> _AVAILABLE DATA_
=-=-=-=-=

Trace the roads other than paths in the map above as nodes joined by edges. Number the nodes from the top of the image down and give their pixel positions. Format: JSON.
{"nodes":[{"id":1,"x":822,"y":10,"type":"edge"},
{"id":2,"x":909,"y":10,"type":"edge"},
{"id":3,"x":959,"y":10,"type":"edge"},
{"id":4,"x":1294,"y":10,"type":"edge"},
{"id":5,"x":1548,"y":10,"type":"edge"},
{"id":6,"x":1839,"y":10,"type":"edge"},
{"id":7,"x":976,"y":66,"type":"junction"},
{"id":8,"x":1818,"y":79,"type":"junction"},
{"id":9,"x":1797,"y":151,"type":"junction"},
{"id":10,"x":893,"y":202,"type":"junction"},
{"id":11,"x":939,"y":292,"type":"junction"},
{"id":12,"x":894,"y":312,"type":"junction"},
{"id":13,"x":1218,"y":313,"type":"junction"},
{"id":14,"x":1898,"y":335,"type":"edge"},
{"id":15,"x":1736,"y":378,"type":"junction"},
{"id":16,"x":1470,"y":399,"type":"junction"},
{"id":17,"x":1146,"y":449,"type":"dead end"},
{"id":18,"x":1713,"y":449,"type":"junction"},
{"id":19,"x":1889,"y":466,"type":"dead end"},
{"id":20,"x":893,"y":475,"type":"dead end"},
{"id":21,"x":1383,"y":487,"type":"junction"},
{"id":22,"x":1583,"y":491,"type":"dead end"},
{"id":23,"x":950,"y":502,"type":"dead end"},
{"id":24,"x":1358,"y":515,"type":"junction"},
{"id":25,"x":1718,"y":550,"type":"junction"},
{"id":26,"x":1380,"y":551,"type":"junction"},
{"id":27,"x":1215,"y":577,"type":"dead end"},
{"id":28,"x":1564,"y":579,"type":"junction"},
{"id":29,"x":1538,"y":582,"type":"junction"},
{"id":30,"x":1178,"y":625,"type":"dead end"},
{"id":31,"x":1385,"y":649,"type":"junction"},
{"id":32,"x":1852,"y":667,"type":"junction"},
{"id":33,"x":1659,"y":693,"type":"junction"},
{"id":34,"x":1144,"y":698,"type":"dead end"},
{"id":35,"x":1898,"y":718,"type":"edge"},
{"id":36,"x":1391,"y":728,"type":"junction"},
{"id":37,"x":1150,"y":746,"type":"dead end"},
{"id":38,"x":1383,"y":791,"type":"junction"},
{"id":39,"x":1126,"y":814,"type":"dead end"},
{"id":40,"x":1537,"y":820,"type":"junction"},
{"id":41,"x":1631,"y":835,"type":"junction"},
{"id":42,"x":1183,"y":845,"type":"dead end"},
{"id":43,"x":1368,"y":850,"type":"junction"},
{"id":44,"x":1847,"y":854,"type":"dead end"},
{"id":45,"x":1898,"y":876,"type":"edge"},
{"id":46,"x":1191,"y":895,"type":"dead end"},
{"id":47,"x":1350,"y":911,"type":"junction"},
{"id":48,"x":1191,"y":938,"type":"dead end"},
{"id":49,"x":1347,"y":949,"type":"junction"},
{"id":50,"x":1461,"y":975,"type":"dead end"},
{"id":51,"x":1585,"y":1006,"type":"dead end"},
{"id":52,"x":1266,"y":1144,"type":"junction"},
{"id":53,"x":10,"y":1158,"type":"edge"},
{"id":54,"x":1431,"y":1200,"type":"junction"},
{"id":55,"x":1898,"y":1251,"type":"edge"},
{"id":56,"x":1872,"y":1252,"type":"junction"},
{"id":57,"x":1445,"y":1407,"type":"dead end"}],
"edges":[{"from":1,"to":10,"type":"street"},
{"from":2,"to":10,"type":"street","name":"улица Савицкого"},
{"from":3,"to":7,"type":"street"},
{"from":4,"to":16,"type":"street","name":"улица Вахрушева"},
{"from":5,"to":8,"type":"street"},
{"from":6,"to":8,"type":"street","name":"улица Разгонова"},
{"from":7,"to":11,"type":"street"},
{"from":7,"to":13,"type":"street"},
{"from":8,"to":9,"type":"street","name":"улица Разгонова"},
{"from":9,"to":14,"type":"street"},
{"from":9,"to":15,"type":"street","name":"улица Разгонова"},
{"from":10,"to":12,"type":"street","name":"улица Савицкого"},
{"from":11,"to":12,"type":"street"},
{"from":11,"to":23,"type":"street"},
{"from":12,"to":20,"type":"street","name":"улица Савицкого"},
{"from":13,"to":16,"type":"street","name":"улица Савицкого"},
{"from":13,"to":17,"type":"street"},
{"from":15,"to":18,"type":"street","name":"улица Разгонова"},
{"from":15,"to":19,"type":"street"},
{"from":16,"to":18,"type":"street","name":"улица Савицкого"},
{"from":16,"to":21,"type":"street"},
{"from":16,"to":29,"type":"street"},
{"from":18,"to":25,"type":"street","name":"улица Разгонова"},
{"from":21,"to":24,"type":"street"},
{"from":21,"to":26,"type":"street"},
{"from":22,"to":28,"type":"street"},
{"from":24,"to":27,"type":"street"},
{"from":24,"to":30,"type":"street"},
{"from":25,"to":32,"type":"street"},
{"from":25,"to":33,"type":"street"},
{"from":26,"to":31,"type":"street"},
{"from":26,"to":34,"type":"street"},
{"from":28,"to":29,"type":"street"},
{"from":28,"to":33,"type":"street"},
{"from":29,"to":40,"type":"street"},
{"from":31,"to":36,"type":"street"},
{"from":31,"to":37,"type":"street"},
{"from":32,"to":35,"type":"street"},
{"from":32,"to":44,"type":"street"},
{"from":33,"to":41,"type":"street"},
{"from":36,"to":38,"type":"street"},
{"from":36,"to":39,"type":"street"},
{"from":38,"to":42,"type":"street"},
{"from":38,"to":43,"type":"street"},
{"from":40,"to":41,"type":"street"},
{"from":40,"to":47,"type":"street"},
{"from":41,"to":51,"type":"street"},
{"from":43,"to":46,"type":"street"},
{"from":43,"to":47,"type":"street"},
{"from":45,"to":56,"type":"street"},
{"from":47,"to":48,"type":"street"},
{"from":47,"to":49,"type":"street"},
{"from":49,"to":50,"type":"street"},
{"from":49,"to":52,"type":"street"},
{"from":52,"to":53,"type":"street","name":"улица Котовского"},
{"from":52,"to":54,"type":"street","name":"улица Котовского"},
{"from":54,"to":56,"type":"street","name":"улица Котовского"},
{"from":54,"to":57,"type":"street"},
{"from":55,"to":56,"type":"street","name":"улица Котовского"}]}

=-=-=-=-=

Reproduce the entire listing. Keep every word as it is.

Trace the roads other than paths in the map above as nodes joined by edges. Number the nodes from the top of the image down and give their pixel positions. Format: JSON.
{"nodes":[{"id":1,"x":822,"y":10,"type":"edge"},
{"id":2,"x":909,"y":10,"type":"edge"},
{"id":3,"x":959,"y":10,"type":"edge"},
{"id":4,"x":1294,"y":10,"type":"edge"},
{"id":5,"x":1548,"y":10,"type":"edge"},
{"id":6,"x":1839,"y":10,"type":"edge"},
{"id":7,"x":976,"y":66,"type":"junction"},
{"id":8,"x":1818,"y":79,"type":"junction"},
{"id":9,"x":1797,"y":151,"type":"junction"},
{"id":10,"x":893,"y":202,"type":"junction"},
{"id":11,"x":939,"y":292,"type":"junction"},
{"id":12,"x":894,"y":312,"type":"junction"},
{"id":13,"x":1218,"y":313,"type":"junction"},
{"id":14,"x":1898,"y":335,"type":"edge"},
{"id":15,"x":1736,"y":378,"type":"junction"},
{"id":16,"x":1470,"y":399,"type":"junction"},
{"id":17,"x":1146,"y":449,"type":"dead end"},
{"id":18,"x":1713,"y":449,"type":"junction"},
{"id":19,"x":1889,"y":466,"type":"dead end"},
{"id":20,"x":893,"y":475,"type":"dead end"},
{"id":21,"x":1383,"y":487,"type":"junction"},
{"id":22,"x":1583,"y":491,"type":"dead end"},
{"id":23,"x":950,"y":502,"type":"dead end"},
{"id":24,"x":1358,"y":515,"type":"junction"},
{"id":25,"x":1718,"y":550,"type":"junction"},
{"id":26,"x":1380,"y":551,"type":"junction"},
{"id":27,"x":1215,"y":577,"type":"dead end"},
{"id":28,"x":1564,"y":579,"type":"junction"},
{"id":29,"x":1538,"y":582,"type":"junction"},
{"id":30,"x":1178,"y":625,"type":"dead end"},
{"id":31,"x":1385,"y":649,"type":"junction"},
{"id":32,"x":1852,"y":667,"type":"junction"},
{"id":33,"x":1659,"y":693,"type":"junction"},
{"id":34,"x":1144,"y":698,"type":"dead end"},
{"id":35,"x":1898,"y":718,"type":"edge"},
{"id":36,"x":1391,"y":728,"type":"junction"},
{"id":37,"x":1150,"y":746,"type":"dead end"},
{"id":38,"x":1383,"y":791,"type":"junction"},
{"id":39,"x":1126,"y":814,"type":"dead end"},
{"id":40,"x":1537,"y":820,"type":"junction"},
{"id":41,"x":1631,"y":835,"type":"junction"},
{"id":42,"x":1183,"y":845,"type":"dead end"},
{"id":43,"x":1368,"y":850,"type":"junction"},
{"id":44,"x":1847,"y":854,"type":"dead end"},
{"id":45,"x":1898,"y":876,"type":"edge"},
{"id":46,"x":1191,"y":895,"type":"dead end"},
{"id":47,"x":1350,"y":911,"type":"junction"},
{"id":48,"x":1191,"y":938,"type":"dead end"},
{"id":49,"x":1347,"y":949,"type":"junction"},
{"id":50,"x":1461,"y":975,"type":"dead end"},
{"id":51,"x":1585,"y":1006,"type":"dead end"},
{"id":52,"x":1266,"y":1144,"type":"junction"},
{"id":53,"x":10,"y":1158,"type":"edge"},
{"id":54,"x":1431,"y":1200,"type":"junction"},
{"id":55,"x":1898,"y":1251,"type":"edge"},
{"id":56,"x":1872,"y":1252,"type":"junction"},
{"id":57,"x":1445,"y":1407,"type":"dead end"}],
"edges":[{"from":1,"to":10,"type":"street"},
{"from":2,"to":10,"type":"street","name":"улица Савицкого"},
{"from":3,"to":7,"type":"street"},
{"from":4,"to":16,"type":"street","name":"улица Вахрушева"},
{"from":5,"to":8,"type":"street"},
{"from":6,"to":8,"type":"street","name":"улица Разгонова"},
{"from":7,"to":11,"type":"street"},
{"from":7,"to":13,"type":"street"},
{"from":8,"to":9,"type":"street","name":"улица Разгонова"},
{"from":9,"to":14,"type":"street"},
{"from":9,"to":15,"type":"street","name":"улица Разгонова"},
{"from":10,"to":12,"type":"street","name":"улица Савицкого"},
{"from":11,"to":12,"type":"street"},
{"from":11,"to":23,"type":"street"},
{"from":12,"to":20,"type":"street","name":"улица Савицкого"},
{"from":13,"to":16,"type":"street","name":"улица Савицкого"},
{"from":13,"to":17,"type":"street"},
{"from":15,"to":18,"type":"street","name":"улица Разгонова"},
{"from":15,"to":19,"type":"street"},
{"from":16,"to":18,"type":"street","name":"улица Савицкого"},
{"from":16,"to":21,"type":"street"},
{"from":16,"to":29,"type":"street"},
{"from":18,"to":25,"type":"street","name":"улица Разгонова"},
{"from":21,"to":24,"type":"street"},
{"from":21,"to":26,"type":"street"},
{"from":22,"to":28,"type":"street"},
{"from":24,"to":27,"type":"street"},
{"from":24,"to":30,"type":"street"},
{"from":25,"to":32,"type":"street"},
{"from":25,"to":33,"type":"street"},
{"from":26,"to":31,"type":"street"},
{"from":26,"to":34,"type":"street"},
{"from":28,"to":29,"type":"street"},
{"from":28,"to":33,"type":"street"},
{"from":29,"to":40,"type":"street"},
{"from":31,"to":36,"type":"street"},
{"from":31,"to":37,"type":"street"},
{"from":32,"to":35,"type":"street"},
{"from":32,"to":44,"type":"street"},
{"from":33,"to":41,"type":"street"},
{"from":36,"to":38,"type":"street"},
{"from":36,"to":39,"type":"street"},
{"from":38,"to":42,"type":"street"},
{"from":38,"to":43,"type":"street"},
{"from":40,"to":41,"type":"street"},
{"from":40,"to":47,"type":"street"},
{"from":41,"to":51,"type":"street"},
{"from":43,"to":46,"type":"street"},
{"from":43,"to":47,"type":"street"},
{"from":45,"to":56,"type":"street"},
{"from":47,"to":48,"type":"street"},
{"from":47,"to":49,"type":"street"},
{"from":49,"to":50,"type":"street"},
{"from":49,"to":52,"type":"street"},
{"from":52,"to":53,"type":"street","name":"улица Котовского"},
{"from":52,"to":54,"type":"street","name":"улица Котовского"},
{"from":54,"to":56,"type":"street","name":"улица Котовского"},
{"from":54,"to":57,"type":"street"},
{"from":55,"to":56,"type":"street","name":"улица Котовского"}]}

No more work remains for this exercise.